According to a National “Save the Student” survey, 70% of young adults wish that they had a better financial education by the time they started college. Unfortunately, while you might have learned all about algebra and history at school, the chances are that you didn’t get much direction when it comes to how you should be using your money.
Finances and budgeting aren’t the most glamorous subjects, but they’re both things you’ll need to learn about if you want to protect yourself from future issues. Fortunately, we’ve got some top tips for students who are feeling unprepared for their biggest financial exam – life on their own.
Why Students Need a Budget
Budgeting doesn’t seem like the most exciting thing in the world at first. However, there are plenty of benefits in controlling and tracking your spending habits.
Your bank account is like a bucket that’s constantly leaking money. While you fill the bucket up with your income once a month, that money quickly drains out the more “holes” you have to worry about. If you can get control of your spending habits, you can continue to spend money on the things you want and need, without putting yourself in a difficult position.
1. Start by Establishing your Income
The first step in creating an effective budget is knowing how much money you have coming in. The chances are that as a student, you won’t have much, but you should have:
- Loans (make sure that you compare your options to keep interest rates low)
- Extra money from bursaries, grants, and scholarships (check all the options in your area)
- Money from your parents or other people in your family
- Income from a part-time job or freelance work
- Savings that you collected before going to college
2. Estimate Outgoing Expenses
You’d be surprised how many students have no idea where their money is really going. Figuring out where your cash is ending up each month is crucial to your success. You can do this by looking at your bank statement and making a list of previous purchases.
Most of the time, you’ll be able to split your outgoing expenses into two separate categories. The first chunk will be attributed to things that you have to pay for, such as rent for your room, bills like electricity, and food shopping. You should also include course fees and textbooks in these fees. The other category involves all the non-essential things that you spend cash on like beauty expenses, cinema tickets, eating out with friends, and gym memberships.
3. Create a Weekly Budget
Once you’ve got all your incoming and outgoing expenses figured out, you can begin to break things down into a weekly budget. This is the money that you can spend after all the cash for your bills has gone out. For instance, if your income for the first 12-week term is $3000, and your expenses add up to $2,000, then you’ll have a little over $83.00 a week.

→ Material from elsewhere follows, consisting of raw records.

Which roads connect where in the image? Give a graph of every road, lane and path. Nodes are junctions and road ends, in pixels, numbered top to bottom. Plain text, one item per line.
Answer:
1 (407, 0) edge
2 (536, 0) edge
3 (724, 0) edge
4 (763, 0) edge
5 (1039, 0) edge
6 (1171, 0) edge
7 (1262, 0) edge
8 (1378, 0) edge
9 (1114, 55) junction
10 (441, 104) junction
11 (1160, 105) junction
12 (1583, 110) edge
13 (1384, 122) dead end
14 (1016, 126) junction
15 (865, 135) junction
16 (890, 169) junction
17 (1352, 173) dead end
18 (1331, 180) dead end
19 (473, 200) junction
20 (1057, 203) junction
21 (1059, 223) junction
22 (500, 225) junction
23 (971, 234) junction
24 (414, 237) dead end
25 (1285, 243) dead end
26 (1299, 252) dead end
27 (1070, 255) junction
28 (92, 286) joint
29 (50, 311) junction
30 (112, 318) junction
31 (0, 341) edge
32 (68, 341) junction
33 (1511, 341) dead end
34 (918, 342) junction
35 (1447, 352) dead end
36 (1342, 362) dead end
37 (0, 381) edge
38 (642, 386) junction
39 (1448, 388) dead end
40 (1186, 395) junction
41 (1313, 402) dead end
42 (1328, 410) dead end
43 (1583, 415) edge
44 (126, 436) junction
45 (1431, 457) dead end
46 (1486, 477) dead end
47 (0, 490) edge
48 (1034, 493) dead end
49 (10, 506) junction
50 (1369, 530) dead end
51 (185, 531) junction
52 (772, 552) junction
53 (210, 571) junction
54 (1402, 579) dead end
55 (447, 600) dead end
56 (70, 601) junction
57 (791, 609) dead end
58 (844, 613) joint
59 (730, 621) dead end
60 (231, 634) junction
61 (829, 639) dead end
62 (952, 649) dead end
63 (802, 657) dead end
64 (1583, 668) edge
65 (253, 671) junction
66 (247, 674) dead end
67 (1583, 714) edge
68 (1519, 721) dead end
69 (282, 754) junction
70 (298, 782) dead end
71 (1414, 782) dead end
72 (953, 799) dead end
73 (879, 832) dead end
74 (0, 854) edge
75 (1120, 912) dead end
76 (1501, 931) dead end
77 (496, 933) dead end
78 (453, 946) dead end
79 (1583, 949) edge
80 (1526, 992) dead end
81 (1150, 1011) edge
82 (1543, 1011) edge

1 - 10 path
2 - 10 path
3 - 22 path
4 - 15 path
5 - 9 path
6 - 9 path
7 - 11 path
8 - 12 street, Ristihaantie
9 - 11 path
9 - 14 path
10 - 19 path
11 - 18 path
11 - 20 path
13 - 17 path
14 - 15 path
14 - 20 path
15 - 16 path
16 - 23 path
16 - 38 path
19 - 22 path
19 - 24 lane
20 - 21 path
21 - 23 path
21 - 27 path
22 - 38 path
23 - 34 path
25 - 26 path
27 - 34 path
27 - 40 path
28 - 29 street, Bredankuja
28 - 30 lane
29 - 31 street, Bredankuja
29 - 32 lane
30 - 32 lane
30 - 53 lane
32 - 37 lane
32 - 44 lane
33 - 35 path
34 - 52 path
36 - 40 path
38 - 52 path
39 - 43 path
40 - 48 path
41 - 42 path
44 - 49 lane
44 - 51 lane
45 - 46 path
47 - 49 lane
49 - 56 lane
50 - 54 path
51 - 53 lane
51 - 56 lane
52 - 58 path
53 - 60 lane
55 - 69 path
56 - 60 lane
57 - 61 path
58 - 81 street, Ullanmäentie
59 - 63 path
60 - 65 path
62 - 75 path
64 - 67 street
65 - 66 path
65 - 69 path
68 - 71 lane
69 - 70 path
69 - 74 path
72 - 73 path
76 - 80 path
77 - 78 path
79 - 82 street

If you’re unhappy with this amount, that’s when you need to start setting some goals. What would be the ideal number that you’d like to end up with? How can you reduce expenses in both your essential and non-essential payments? For instance, could you cut the cost of food by shopping with your roommates? Would it be possible to switch to a different car insurance provider to save some money there?
4. Don’t Eliminate all the Non-Essentials
Although it’s tempting to start stripping the non-essentials and luxuries from your budget when you’re struggling for cash, you don’t want to leave yourself with no room for fun. If you never have any cash left aside to go to the latest festival with your friends or enjoy a night out, then you could end up finishing college and feeling as though you haven’t had the full experience.

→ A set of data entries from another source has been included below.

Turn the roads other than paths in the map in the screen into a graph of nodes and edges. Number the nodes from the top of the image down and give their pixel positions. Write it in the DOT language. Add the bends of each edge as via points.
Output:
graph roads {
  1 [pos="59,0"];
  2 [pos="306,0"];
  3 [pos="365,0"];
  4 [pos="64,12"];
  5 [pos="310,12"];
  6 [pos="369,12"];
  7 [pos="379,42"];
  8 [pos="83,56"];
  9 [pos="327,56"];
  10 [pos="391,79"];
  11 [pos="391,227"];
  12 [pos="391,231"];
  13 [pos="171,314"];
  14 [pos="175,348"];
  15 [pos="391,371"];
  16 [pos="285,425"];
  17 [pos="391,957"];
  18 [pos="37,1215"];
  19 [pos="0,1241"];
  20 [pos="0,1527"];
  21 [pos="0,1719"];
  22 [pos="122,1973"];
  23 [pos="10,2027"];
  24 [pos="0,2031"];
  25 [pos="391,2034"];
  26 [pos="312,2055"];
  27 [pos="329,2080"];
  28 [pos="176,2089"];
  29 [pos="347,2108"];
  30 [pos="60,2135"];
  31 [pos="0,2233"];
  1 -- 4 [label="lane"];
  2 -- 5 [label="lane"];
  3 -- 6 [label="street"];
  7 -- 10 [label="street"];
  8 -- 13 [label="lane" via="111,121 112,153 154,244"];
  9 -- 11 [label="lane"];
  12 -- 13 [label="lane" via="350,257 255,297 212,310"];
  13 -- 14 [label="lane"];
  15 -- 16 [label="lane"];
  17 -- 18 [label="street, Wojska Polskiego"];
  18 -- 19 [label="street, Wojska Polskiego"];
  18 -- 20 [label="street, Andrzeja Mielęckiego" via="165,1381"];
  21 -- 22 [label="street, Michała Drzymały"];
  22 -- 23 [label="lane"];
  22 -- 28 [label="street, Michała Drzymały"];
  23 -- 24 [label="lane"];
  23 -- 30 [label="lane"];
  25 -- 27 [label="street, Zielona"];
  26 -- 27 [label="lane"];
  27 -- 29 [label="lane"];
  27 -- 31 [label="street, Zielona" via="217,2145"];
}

Set aside a small amount of cash each week that you can dedicate to you and doing what you want. Although it’s important to be realistic and smart with your money, you also can’t expect yourself to get by having no fun in life. After all, you’re a student – now’s the best time to get out there and try new things whenever you can.
5. Practice Being Thrifty
Finally, if you’re used to living at home where you had no bills to pay, the difference in life at college is sure to throw you off a little bit. The good news is that you can practice being thrifty and begin to transform your money habits over time. For instance, every time you shop for something, compare your options online to make sure that you’re getting the right price.
When you need to buy something that isn’t food or clothes, ask yourself whether you can save money by getting it second-hand. Used textbooks can save you a fortune when you’re a student.